The Sharks are children of an upwardly striving, migrant working class, a generation (or less) removed from mostly rural poverty in the Caribbean and determined to find a foothold in the imperial metropolis, where they are greeted with prejudice and suspicion. Bernardo (David Alvarez), their leader, is a boxer. His girlfriend, Anita (Ariana DeBose), works as a seamstress, while his younger sister, Maria (Rachel Zegler), toils on the night shift as a cleaner at Gimbels department store. Chino (Josh Andrés Rivera), who Bernardo and Anita believe would be a good match for Maria, is a bespectacled future accountant. (But of course Maria falls for Tony, a reluctant Jet played by the heartthrobby Ansel Elgort.) All of them have plans, aspirations, dreams. The violence of the streets is, for Bernardo, a necessary and temporary evil, something to be overcome through hard work and communal cohesion on the way to something better.

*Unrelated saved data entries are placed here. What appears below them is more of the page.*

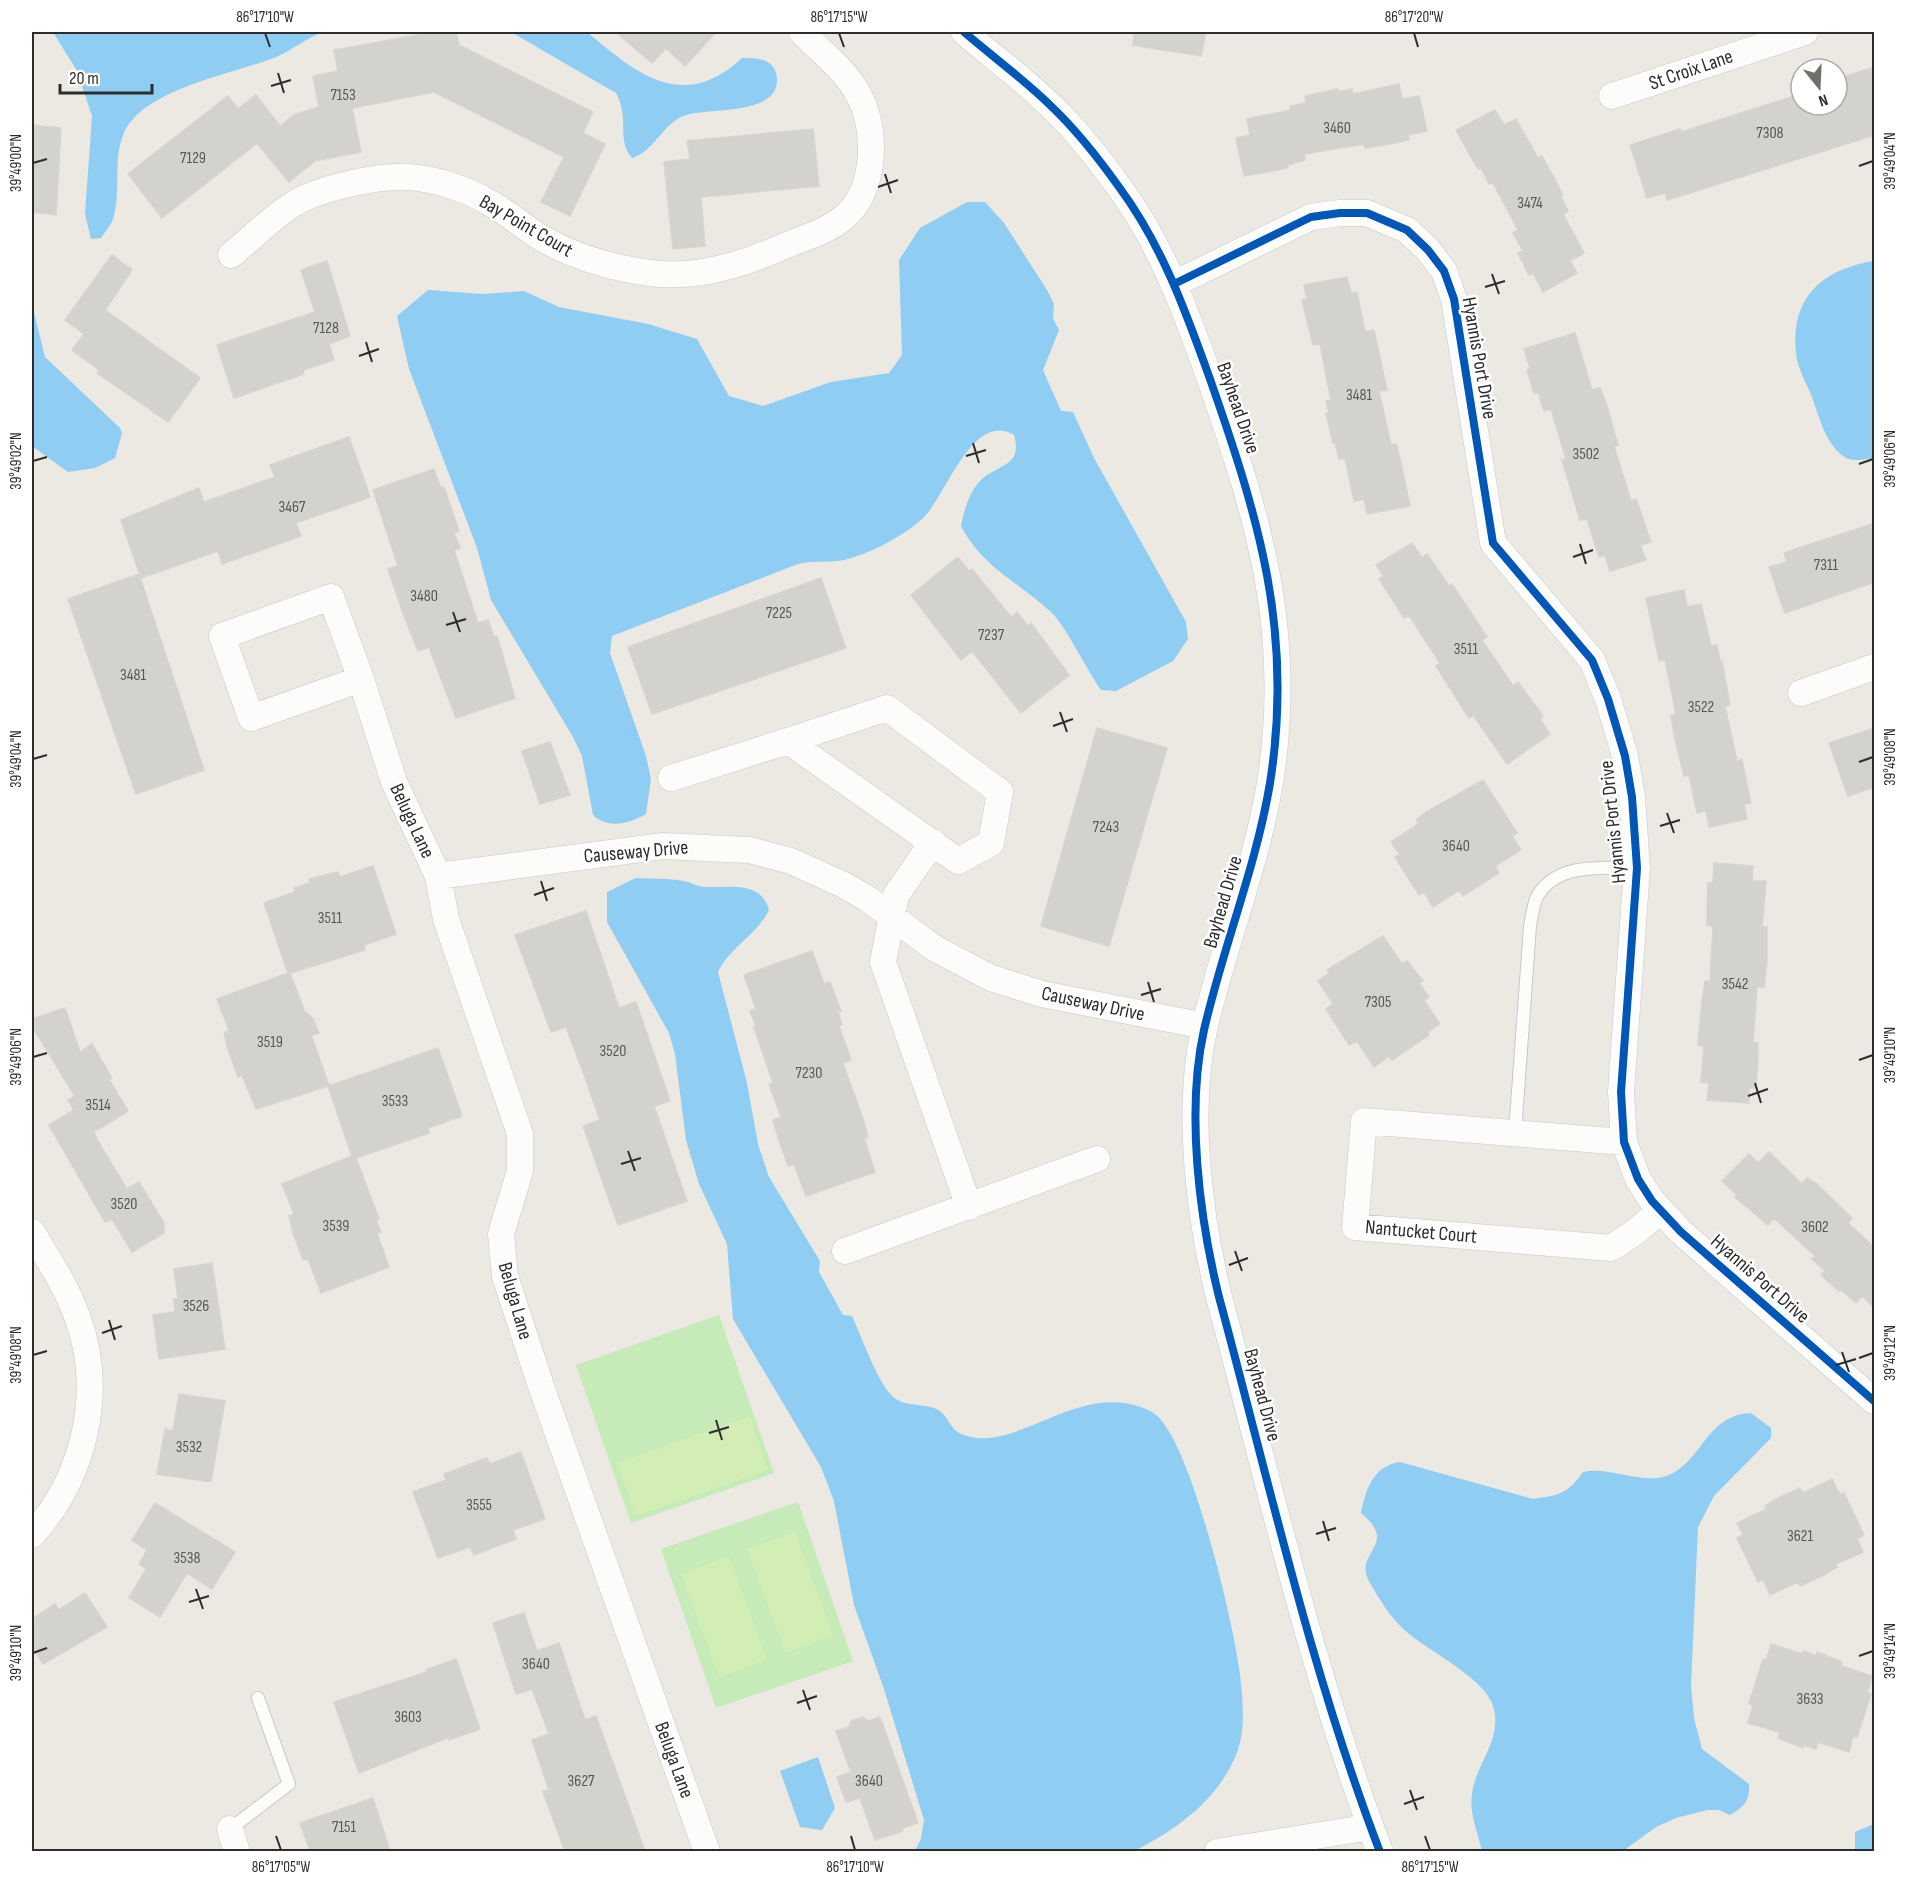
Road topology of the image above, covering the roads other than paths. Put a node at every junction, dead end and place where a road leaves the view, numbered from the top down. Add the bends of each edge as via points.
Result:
1 (964, 32) edge
2 (1804, 32) edge
3 (811, 34) edge
4 (1612, 96) dead end
5 (231, 255) dead end
6 (1174, 284) junction
7 (1875, 667) edge
8 (361, 679) junction
9 (1801, 693) dead end
10 (788, 741) junction
11 (671, 778) dead end
12 (933, 842) junction
13 (1637, 868) junction
14 (438, 876) junction
15 (891, 916) junction
16 (1205, 1026) junction
17 (1515, 1133) junction
18 (1624, 1142) junction
19 (1097, 1159) dead end
20 (969, 1207) junction
21 (1661, 1210) junction
22 (32, 1232) edge
23 (845, 1251) dead end
24 (1875, 1401) edge
25 (32, 1535) edge
26 (258, 1698) dead end
27 (1371, 1827) junction
28 (234, 1840) edge
29 (707, 1851) edge
30 (1217, 1851) edge
31 (1380, 1851) edge

1 - 6 street, Bayhead Drive via 1053,108 1082,140 1142,220
2 - 4 street, St Croix Lane
3 - 5 street, Bay Point Court via 862,101 870,139 867,176 862,192 845,217 833,226 766,254 725,267 681,274 609,266 542,238 464,190 407,177 351,183 295,203
6 - 13 street, Hyannis Port Drive via 1311,217 1340,213 1367,213 1395,224 1418,239 1436,259 1454,299 1492,543 1592,660 1598,673 1626,763
6 - 16 street, Bayhead Drive via 1253,505 1266,559 1277,657 1277,715 1270,784 1259,838
7 - 9 street
8 - 8 street, Beluga Lane via 251,718 222,636 331,597
8 - 14 street, Beluga Lane via 394,782
10 - 11 street
10 - 12 street
10 - 12 street via 887,708 1000,792 991,843 958,861
12 - 15 street via 896,895
13 - 17 lane via 1583,869 1555,876 1537,896 1530,926
13 - 18 street, Hyannis Port Drive via 1622,1092
14 - 15 street, Causeway Drive via 663,846 721,847 749,850 804,866 844,885
14 - 29 street, Beluga Lane via 446,919 520,1134 520,1171 501,1234 505,1276
15 - 16 street, Causeway Drive via 948,957 1016,987
15 - 20 street via 883,962
16 - 27 street, Bayhead Drive via 1197,1139 1212,1268 1318,1665
17 - 18 street, Nantucket Court
17 - 21 street, Nantucket Court via 1364,1121 1356,1227 1611,1248
18 - 21 street, Hyannis Port Drive via 1638,1179
19 - 20 street
20 - 23 street
21 - 24 street, Hyannis Port Drive via 1681,1232
22 - 25 street via 75,1311 86,1346 90,1381 82,1447 58,1500
26 - 28 lane via 289,1784
27 - 30 street
27 - 31 street, Bayhead Drive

The Jets, by contrast, are the bitter remnant of an immigrant cohort that has, for the most part, moved on — to the Long Island suburbs and the bungalows of Queens, to a share of postwar prosperity. As the policemen Officer Krupke (Brian D’Arcy James) and Lieutenant Schrank (Corey Stoll) are on hand to explain — and as the Jets themselves testify — these kids are the product of family dysfunction and societal neglect. Without aspirations for the future, they are held together by clannish loyalty and racist resentment — an empty sense of white entitlement and a perpetually expanding catalog of grievances. Their nihilism is embodied by Riff (the rangy Mike Faist), the kind of brawler who would rather fight than win.
As the song says: “Life can be bright in America/If you can fight in America.” But what lingers after this “West Side Story” is a darkness that seems to belong more to our own angry, tribal moment than to the (relatively) optimistic ’50s or early ’60s. The heartbreak lands so heavily because the eruptions of joy are so heady. The big comic and romantic numbers — “Tonight,” “America” and, yes, “I Feel Pretty” — burst with color and feeling, and the silliness of “Officer Krupke” cuts like an internal satire of some of the show’s avowed liberal pieties.